(TASK INPUT)

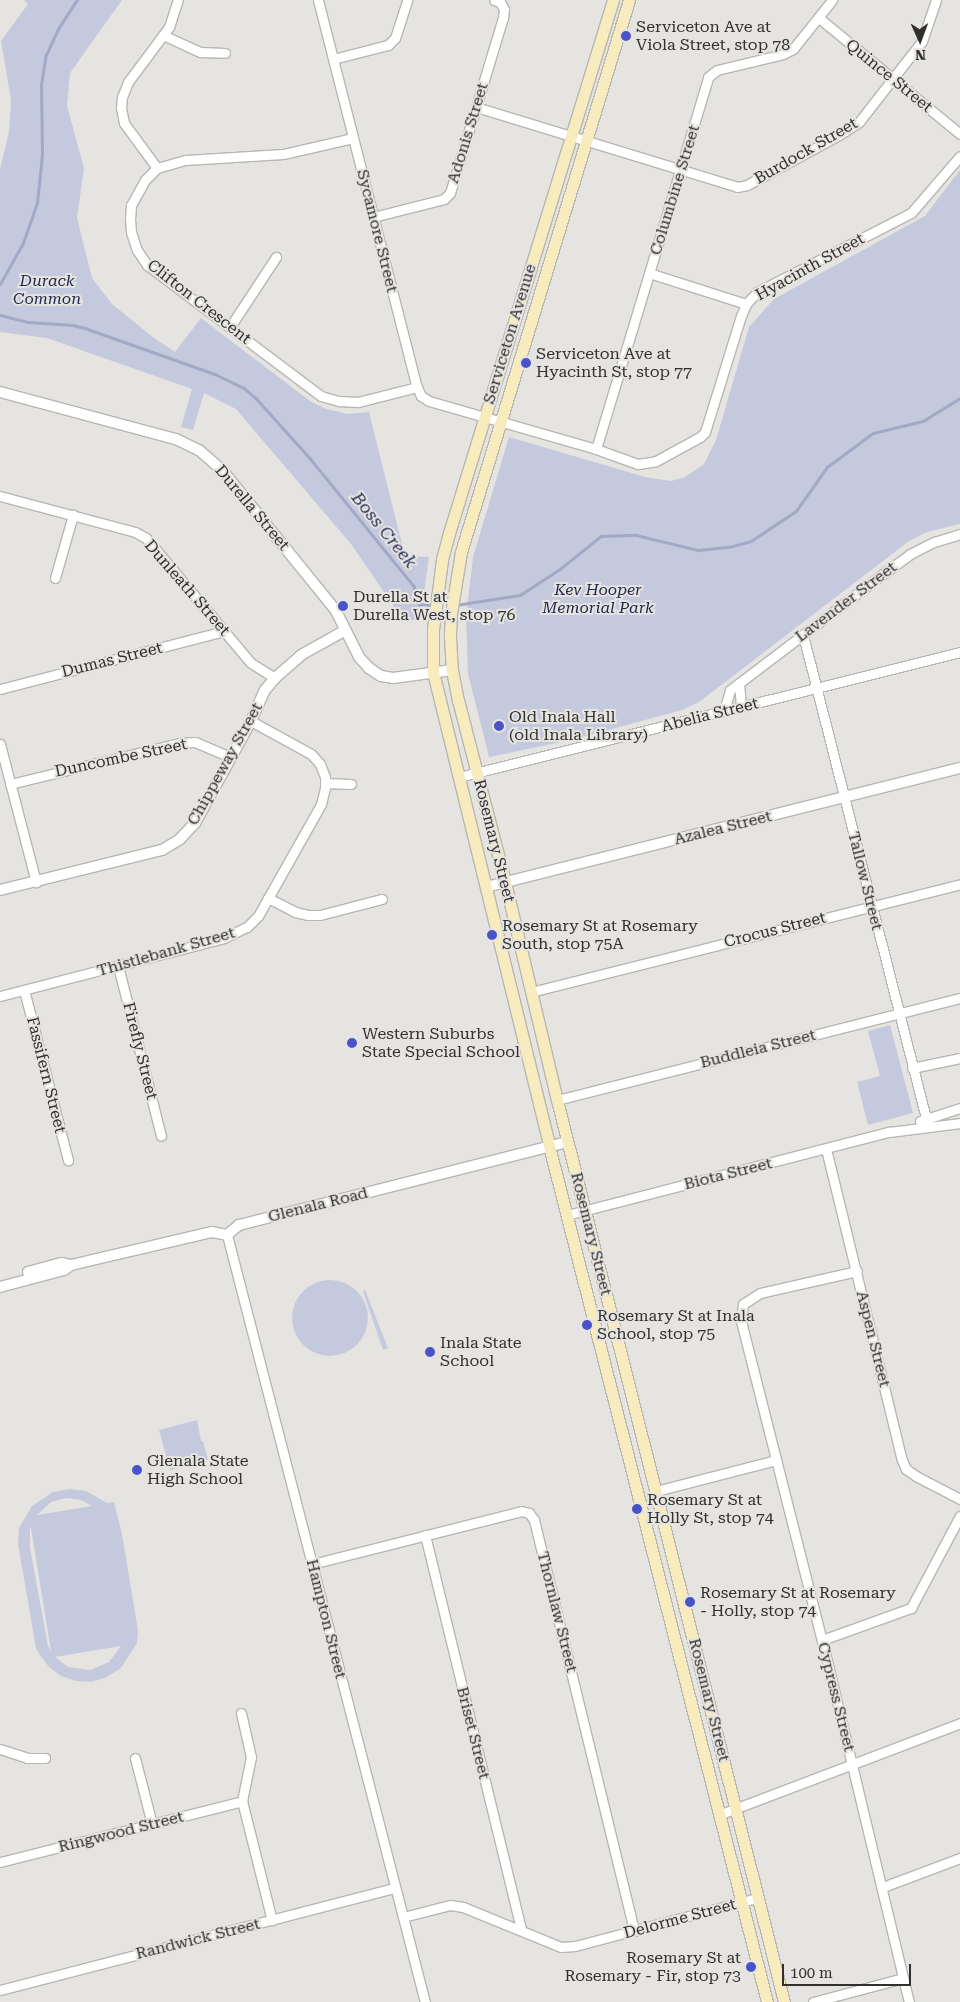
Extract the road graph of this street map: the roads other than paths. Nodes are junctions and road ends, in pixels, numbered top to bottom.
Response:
1 (178, 0) edge
2 (318, 0) edge
3 (407, 0) edge
4 (494, 0) edge
5 (613, 0) edge
6 (629, 0) edge
7 (832, 0) edge
8 (936, 0) edge
9 (819, 18) junction
10 (163, 35) junction
11 (225, 53) dead end
12 (333, 59) junction
13 (894, 79) junction
14 (476, 107) junction
15 (960, 134) edge
16 (571, 136) junction
17 (353, 138) junction
18 (586, 140) junction
19 (960, 156) edge
20 (157, 168) junction
21 (682, 170) junction
22 (373, 217) junction
23 (276, 257) dead end
24 (649, 274) junction
25 (746, 304) junction
26 (230, 327) junction
27 (416, 387) junction
28 (0, 392) edge
29 (485, 418) junction
30 (500, 420) junction
31 (596, 449) junction
32 (0, 496) edge
33 (73, 515) junction
34 (960, 534) edge
35 (56, 578) dead end
36 (346, 630) junction
37 (224, 631) junction
38 (803, 635) junction
39 (960, 652) edge
40 (452, 670) junction
41 (433, 672) junction
42 (275, 678) junction
43 (739, 683) junction
44 (0, 688) edge
45 (817, 688) junction
46 (741, 707) junction
47 (724, 711) junction
48 (251, 722) junction
49 (0, 744) edge
50 (230, 757) junction
51 (960, 768) edge
52 (477, 773) junction
53 (459, 777) junction
54 (326, 783) junction
55 (10, 784) junction
56 (351, 784) dead end
57 (844, 798) junction
58 (36, 882) junction
59 (505, 882) junction
60 (960, 884) edge
61 (486, 886) junction
62 (0, 890) edge
63 (268, 898) junction
64 (382, 899) dead end
65 (871, 906) junction
66 (118, 966) junction
67 (24, 990) junction
68 (532, 992) junction
69 (0, 996) edge
70 (960, 998) edge
71 (898, 1014) junction
72 (960, 1058) edge
73 (912, 1068) junction
74 (557, 1100) junction
75 (960, 1108) edge
76 (926, 1123) junction
77 (959, 1126) edge
78 (162, 1136) dead end
79 (567, 1142) junction
80 (549, 1146) junction
81 (826, 1149) junction
82 (68, 1160) dead end
83 (585, 1210) junction
84 (567, 1215) junction
85 (226, 1235) junction
86 (71, 1266) junction
87 (857, 1271) junction
88 (0, 1280) edge
89 (0, 1287) edge
90 (776, 1460) junction
91 (656, 1491) junction
92 (960, 1499) edge
93 (960, 1516) edge
94 (424, 1535) junction
95 (312, 1564) junction
96 (822, 1640) junction
97 (241, 1713) dead end
98 (960, 1723) edge
99 (0, 1749) edge
100 (45, 1758) dead end
101 (135, 1758) dead end
102 (852, 1764) junction
103 (242, 1801) junction
104 (736, 1808) junction
105 (721, 1814) junction
106 (152, 1824) junction
107 (960, 1858) edge
108 (0, 1862) edge
109 (883, 1887) junction
110 (395, 1888) junction
111 (757, 1898) junction
112 (742, 1902) junction
113 (403, 1917) junction
114 (272, 1920) junction
115 (521, 1930) junction
116 (634, 1931) junction
117 (903, 1978) junction
118 (0, 1990) edge
119 (425, 2002) edge
120 (767, 2002) edge
121 (784, 2002) edge
122 (813, 2002) edge
123 (909, 2002) edge

1 - 10 street
2 - 12 street, Sycamore Street
3 - 12 street
4 - 14 street, Adonis Street
5 - 16 main road, Serviceton Avenue
6 - 18 main road, Serviceton Avenue
7 - 9 street, Columbine Street
8 - 13 street, Burdock Street
9 - 13 street, Quince Street
9 - 21 street, Columbine Street
10 - 11 street
10 - 20 street
12 - 17 street, Sycamore Street
13 - 15 street, Quince Street
13 - 21 street, Burdock Street
14 - 16 street, Burdock Street
14 - 22 street, Adonis Street
16 - 18 street, Burdock Street
16 - 29 main road, Serviceton Avenue
17 - 20 street
17 - 22 street, Sycamore Street
18 - 21 street, Burdock Street
18 - 30 main road, Serviceton Avenue
19 - 25 street, Hyacinth Street
20 - 26 street, Clifton Crescent
21 - 24 street, Columbine Street
22 - 27 street, Sycamore Street
23 - 26 street
24 - 25 street
24 - 31 street, Columbine Street
25 - 31 street, Hyacinth Street
26 - 27 street, Clifton Crescent
27 - 29 street
28 - 36 street, Durella Street
29 - 30 street, Hyacinth Street
29 - 41 main road, Serviceton Avenue
30 - 31 street, Hyacinth Street
30 - 40 main road, Serviceton Avenue
32 - 33 street, Dunleath Street
33 - 35 street
33 - 37 street, Dunleath Street
34 - 38 street, Lavender Street
36 - 41 street, Durella Street
36 - 42 street, Chippeway Street
37 - 42 street, Dunleath Street
37 - 44 street, Dumas Street
38 - 43 street, Lavender Street
38 - 45 street, Tallow Street
39 - 45 street, Abelia Street
40 - 41 street, Durella Street
40 - 52 main road, Rosemary Street
41 - 53 main road, Rosemary Street
42 - 48 street, Chippeway Street
43 - 46 street
43 - 47 street, Lavender Street
45 - 46 street, Abelia Street
45 - 57 street, Tallow Street
46 - 47 street, Abelia Street
47 - 52 street, Abelia Street
48 - 50 street, Chippeway Street
48 - 54 street
49 - 55 street
50 - 55 street, Duncombe Street
50 - 58 street, Chippeway Street
51 - 57 street, Azalea Street
52 - 53 street, Abelia Street
52 - 59 main road, Rosemary Street
53 - 61 main road, Rosemary Street
54 - 56 street
54 - 63 street, Thistlebank Street
55 - 58 street
57 - 59 street, Azalea Street
57 - 65 street, Tallow Street
58 - 62 street, Chippeway Street
59 - 61 street, Azalea Street
59 - 68 main road, Rosemary Street
60 - 65 street, Crocus Street
61 - 80 main road, Rosemary Street
63 - 64 street
63 - 66 street, Thistlebank Street
65 - 68 street, Crocus Street
65 - 71 street, Tallow Street
66 - 67 street, Thistlebank Street
66 - 78 street, Firefly Street
67 - 69 street, Thistlebank Street
67 - 82 street, Fassifern Street
68 - 74 main road, Rosemary Street
70 - 71 street, Buddleia Street
71 - 73 street, Tallow Street
71 - 74 street, Buddleia Street
72 - 73 street
73 - 76 street, Tallow Street
74 - 79 main road, Rosemary Street
75 - 76 street, Biota Street
76 - 77 street, Biota Street
76 - 81 street, Biota Street
79 - 80 street, Glenala Road
79 - 83 main road, Rosemary Street
80 - 84 main road, Rosemary Street
80 - 85 street, Glenala Road
81 - 83 street, Biota Street
81 - 87 street, Aspen Street
83 - 84 street, Biota Street
83 - 91 main road, Rosemary Street
84 - 105 main road, Rosemary Street
85 - 86 street
85 - 95 street, Hampton Street
86 - 88 street
86 - 89 street
87 - 90 street, Cypress Street
87 - 92 street, Aspen Street
90 - 91 street
90 - 96 street, Cypress Street
91 - 104 main road, Rosemary Street
93 - 96 street
94 - 95 street, Thornlaw Street
94 - 115 street, Briset Street
94 - 116 street, Thornlaw Street
95 - 110 street, Hampton Street
96 - 102 street, Cypress Street
97 - 103 street
98 - 102 street
99 - 100 street
101 - 106 street
102 - 104 street
102 - 109 street, Cypress Street
103 - 106 street, Ringwood Street
103 - 114 street
104 - 105 street
104 - 111 main road, Rosemary Street
105 - 112 main road, Rosemary Street
106 - 108 street, Ringwood Street
107 - 109 street
109 - 117 street, Cypress Street
110 - 113 street, Hampton Street
110 - 114 street, Randwick Street
111 - 112 street, Delorme Street
111 - 121 main road, Rosemary Street
112 - 116 street, Delorme Street
112 - 120 main road, Rosemary Street
113 - 115 street, Delorme Street
113 - 119 street, Hampton Street
114 - 118 street, Randwick Street
115 - 116 street, Delorme Street
117 - 122 street
117 - 123 street, Cypress Street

(End TASK INPUT)

### PROMPT
Scan the material above for lines holding "Thornlaw" and copy each of them.

### SOLUTION FOR THIS TASK
94 - 95 street, Thornlaw Street
94 - 116 street, Thornlaw Street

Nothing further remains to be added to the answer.